With the successful reunification and coronation, he changed his name to Horo Nebhepetre.
Mentuhotep II fixes his residence in Thebes, the “City of 100 gates” (Pi-Amon, or Wast, or Niwt for the Egyptians), where the most important deity was Monthu, god of war, but also a deity up to then little known but that will become by far the most famous, Amon during the Middle Kingdom.
The dark years of the First Intermediate Period have upset the ancient religious conception according to which only the pharaoh is reserved for the afterlife, immortality is now reachable by everyone.
Mentuhotep II dedicated itself to the reorganization of the state administration with the primary objective of weakening the power of the local monarchs and the consequent strengthening of the central power.
Egypt was exhausted from the long past and required urgent reforms to recover.
Mentuhotep II favored the birth of a commercial class and reopened the stone quarries of Aswan, Wadi Hammamat and Hatnub.

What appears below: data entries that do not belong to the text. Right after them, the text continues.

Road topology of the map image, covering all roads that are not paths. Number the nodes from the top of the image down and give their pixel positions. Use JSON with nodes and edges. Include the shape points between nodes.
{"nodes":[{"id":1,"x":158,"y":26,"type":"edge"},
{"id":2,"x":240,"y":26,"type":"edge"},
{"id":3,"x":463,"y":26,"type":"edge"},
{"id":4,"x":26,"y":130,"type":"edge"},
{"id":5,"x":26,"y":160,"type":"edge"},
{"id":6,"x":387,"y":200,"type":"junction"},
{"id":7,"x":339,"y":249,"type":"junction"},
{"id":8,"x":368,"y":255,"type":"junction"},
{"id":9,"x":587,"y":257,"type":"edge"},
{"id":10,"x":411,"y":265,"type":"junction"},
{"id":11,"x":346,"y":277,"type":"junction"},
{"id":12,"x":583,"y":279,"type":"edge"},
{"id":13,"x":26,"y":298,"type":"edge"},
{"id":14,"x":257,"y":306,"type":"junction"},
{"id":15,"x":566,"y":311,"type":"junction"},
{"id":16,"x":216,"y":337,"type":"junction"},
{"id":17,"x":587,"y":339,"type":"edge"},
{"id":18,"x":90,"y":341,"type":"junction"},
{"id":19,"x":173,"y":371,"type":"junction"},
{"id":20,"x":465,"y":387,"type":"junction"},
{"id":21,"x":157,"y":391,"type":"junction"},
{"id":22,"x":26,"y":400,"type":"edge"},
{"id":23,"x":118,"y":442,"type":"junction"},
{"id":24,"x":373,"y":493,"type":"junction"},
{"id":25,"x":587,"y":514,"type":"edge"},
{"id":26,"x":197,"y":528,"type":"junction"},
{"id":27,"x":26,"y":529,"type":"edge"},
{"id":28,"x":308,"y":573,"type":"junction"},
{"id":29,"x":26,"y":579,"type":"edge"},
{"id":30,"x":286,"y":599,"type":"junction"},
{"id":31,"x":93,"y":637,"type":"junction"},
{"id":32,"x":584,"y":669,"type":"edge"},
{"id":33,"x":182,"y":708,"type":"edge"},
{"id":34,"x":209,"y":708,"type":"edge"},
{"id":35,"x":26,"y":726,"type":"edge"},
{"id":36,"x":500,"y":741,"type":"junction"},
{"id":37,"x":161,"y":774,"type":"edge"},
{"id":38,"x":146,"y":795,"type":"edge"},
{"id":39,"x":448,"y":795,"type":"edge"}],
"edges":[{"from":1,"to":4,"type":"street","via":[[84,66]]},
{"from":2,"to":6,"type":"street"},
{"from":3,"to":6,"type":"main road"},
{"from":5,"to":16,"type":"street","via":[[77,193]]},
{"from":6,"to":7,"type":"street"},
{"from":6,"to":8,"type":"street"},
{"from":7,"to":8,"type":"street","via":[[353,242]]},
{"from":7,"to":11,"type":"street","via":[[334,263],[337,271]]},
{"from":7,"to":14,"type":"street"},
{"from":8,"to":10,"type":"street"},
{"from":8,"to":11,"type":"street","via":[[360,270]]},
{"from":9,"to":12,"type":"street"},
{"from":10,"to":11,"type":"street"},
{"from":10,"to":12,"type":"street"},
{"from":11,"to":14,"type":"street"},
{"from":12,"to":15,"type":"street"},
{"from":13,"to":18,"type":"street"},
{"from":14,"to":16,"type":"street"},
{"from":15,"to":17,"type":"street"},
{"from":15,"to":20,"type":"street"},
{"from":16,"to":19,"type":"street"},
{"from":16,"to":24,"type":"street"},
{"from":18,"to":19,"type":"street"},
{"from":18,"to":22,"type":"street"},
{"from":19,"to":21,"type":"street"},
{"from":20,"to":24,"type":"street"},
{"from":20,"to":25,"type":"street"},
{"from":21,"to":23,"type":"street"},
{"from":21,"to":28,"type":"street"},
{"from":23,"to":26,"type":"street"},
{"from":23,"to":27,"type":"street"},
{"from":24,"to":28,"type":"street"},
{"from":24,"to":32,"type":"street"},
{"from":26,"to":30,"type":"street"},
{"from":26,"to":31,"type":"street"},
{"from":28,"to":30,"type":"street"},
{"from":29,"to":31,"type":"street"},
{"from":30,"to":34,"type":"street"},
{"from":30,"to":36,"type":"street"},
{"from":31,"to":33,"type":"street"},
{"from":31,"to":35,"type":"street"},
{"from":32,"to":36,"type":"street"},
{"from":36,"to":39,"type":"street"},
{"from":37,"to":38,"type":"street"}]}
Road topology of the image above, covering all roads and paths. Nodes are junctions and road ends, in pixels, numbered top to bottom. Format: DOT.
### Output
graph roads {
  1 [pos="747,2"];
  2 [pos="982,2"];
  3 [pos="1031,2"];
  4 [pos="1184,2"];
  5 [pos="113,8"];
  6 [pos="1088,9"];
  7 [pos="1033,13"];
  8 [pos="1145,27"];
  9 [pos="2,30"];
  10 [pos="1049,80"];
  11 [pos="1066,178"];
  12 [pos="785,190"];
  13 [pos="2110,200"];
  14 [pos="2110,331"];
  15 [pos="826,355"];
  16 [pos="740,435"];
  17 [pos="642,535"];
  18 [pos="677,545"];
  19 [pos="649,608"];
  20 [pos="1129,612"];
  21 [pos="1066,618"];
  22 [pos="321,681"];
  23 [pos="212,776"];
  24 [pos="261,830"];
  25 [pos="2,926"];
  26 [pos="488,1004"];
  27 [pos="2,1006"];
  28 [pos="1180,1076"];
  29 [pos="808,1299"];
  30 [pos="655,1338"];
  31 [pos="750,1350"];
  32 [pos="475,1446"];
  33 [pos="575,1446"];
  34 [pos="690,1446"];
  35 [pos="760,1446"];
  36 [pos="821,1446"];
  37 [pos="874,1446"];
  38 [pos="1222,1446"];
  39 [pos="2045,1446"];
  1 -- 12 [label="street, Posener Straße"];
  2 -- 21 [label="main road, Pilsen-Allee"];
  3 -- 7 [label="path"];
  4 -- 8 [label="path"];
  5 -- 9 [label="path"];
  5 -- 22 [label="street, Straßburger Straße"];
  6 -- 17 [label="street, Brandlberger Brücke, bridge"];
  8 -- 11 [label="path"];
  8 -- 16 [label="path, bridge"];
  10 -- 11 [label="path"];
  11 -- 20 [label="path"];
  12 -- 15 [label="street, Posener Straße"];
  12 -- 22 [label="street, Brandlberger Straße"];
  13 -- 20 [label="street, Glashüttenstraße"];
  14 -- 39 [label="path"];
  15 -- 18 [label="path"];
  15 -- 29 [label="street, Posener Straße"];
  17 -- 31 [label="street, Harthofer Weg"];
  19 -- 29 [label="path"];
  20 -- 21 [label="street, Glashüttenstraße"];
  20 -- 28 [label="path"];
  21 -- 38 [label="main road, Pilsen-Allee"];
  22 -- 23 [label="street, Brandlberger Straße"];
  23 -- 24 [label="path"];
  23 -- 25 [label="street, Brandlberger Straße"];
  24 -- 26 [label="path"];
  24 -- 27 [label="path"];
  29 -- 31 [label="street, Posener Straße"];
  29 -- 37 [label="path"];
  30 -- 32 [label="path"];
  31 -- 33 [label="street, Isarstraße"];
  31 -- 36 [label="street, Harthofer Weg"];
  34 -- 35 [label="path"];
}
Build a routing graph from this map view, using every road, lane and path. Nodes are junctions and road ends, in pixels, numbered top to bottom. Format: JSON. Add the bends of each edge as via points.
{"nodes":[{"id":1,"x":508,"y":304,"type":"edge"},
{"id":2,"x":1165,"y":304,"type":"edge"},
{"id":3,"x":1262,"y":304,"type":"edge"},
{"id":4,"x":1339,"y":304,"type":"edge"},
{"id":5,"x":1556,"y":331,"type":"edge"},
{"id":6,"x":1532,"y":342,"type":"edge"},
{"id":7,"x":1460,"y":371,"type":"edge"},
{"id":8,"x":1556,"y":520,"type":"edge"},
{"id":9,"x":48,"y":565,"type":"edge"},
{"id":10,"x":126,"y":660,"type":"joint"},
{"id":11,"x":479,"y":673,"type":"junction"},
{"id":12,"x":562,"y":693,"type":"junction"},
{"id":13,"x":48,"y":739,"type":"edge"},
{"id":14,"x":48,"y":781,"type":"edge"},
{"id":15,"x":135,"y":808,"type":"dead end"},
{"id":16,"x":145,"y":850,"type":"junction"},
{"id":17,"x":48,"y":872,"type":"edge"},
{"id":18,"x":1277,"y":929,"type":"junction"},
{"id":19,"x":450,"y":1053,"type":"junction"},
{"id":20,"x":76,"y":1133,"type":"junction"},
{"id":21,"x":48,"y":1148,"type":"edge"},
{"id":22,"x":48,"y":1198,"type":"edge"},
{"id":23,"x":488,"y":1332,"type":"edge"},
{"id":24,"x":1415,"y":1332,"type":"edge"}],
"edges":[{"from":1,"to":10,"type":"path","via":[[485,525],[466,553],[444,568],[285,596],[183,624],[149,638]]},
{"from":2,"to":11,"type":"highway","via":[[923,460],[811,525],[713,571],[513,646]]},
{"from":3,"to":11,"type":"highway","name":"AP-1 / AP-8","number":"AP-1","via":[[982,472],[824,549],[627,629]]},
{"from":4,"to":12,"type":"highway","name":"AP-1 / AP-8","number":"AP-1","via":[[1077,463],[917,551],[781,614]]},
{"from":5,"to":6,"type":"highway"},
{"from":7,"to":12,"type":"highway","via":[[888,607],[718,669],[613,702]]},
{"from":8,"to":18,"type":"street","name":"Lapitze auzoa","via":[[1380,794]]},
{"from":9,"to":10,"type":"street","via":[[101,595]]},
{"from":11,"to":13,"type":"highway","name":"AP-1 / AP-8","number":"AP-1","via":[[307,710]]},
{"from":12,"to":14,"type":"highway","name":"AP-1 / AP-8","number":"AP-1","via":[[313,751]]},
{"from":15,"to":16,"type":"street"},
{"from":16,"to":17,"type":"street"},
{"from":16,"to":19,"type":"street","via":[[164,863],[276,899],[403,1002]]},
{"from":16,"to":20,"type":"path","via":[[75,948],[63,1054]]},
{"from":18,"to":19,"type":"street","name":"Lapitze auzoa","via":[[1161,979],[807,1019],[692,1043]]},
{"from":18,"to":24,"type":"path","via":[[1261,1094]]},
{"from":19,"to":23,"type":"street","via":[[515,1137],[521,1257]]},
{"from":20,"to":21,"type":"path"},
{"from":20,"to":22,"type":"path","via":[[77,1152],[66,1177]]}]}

A Tebe sent senior officials and specialized artists, mostly from Memphis, and soon came to a renewed artistic conception in which literature enjoyed a moment of particular flowering.
New literary genres are born and the language reaches the maximum purity and elegance.
The Egyptian language we study today is the one written and spoken in the Middle Kingdom, the classic language par excellence.
Mentuhotep II also devoted himself to foreign policy by defending the Nile Delta region and making its eastern and western borders safe.
He went down to Nubia, which in the meantime had proclaimed himself independently and regained it.
Still, in the south, Mentuhotep II began the expansion of Egypt by overcoming the first cataract to guarantee the exploitation of the gold mines of Nubia and those of Berenice Pancrisia in addition to the control of the Kirkuk oasis.
After a long time, the commercial expeditions to the south towards Punt again resumed, also thanks to the reopening of the commercial track that from Coptos leads to the Red Sea.
Other expeditions headed north to Lebanon to procure cedarwood. Documents that have come down to us speak of military campaigns by Mentuhotep II against the Libyan nomad tribes, the Temehu, and the Tenehu and against the Amu of the Land of Djahi, the Setjetiu and the Mentju, nomadic peoples of the Sinai peninsula.
The funerary complex
Among the wives of the sovereign, we remember Queen Tem and Neferu, perhaps a sister. Mentuhotep II chose to erect its rocky slope on the west bank of the Nile, near today’s Deir el-Bahari.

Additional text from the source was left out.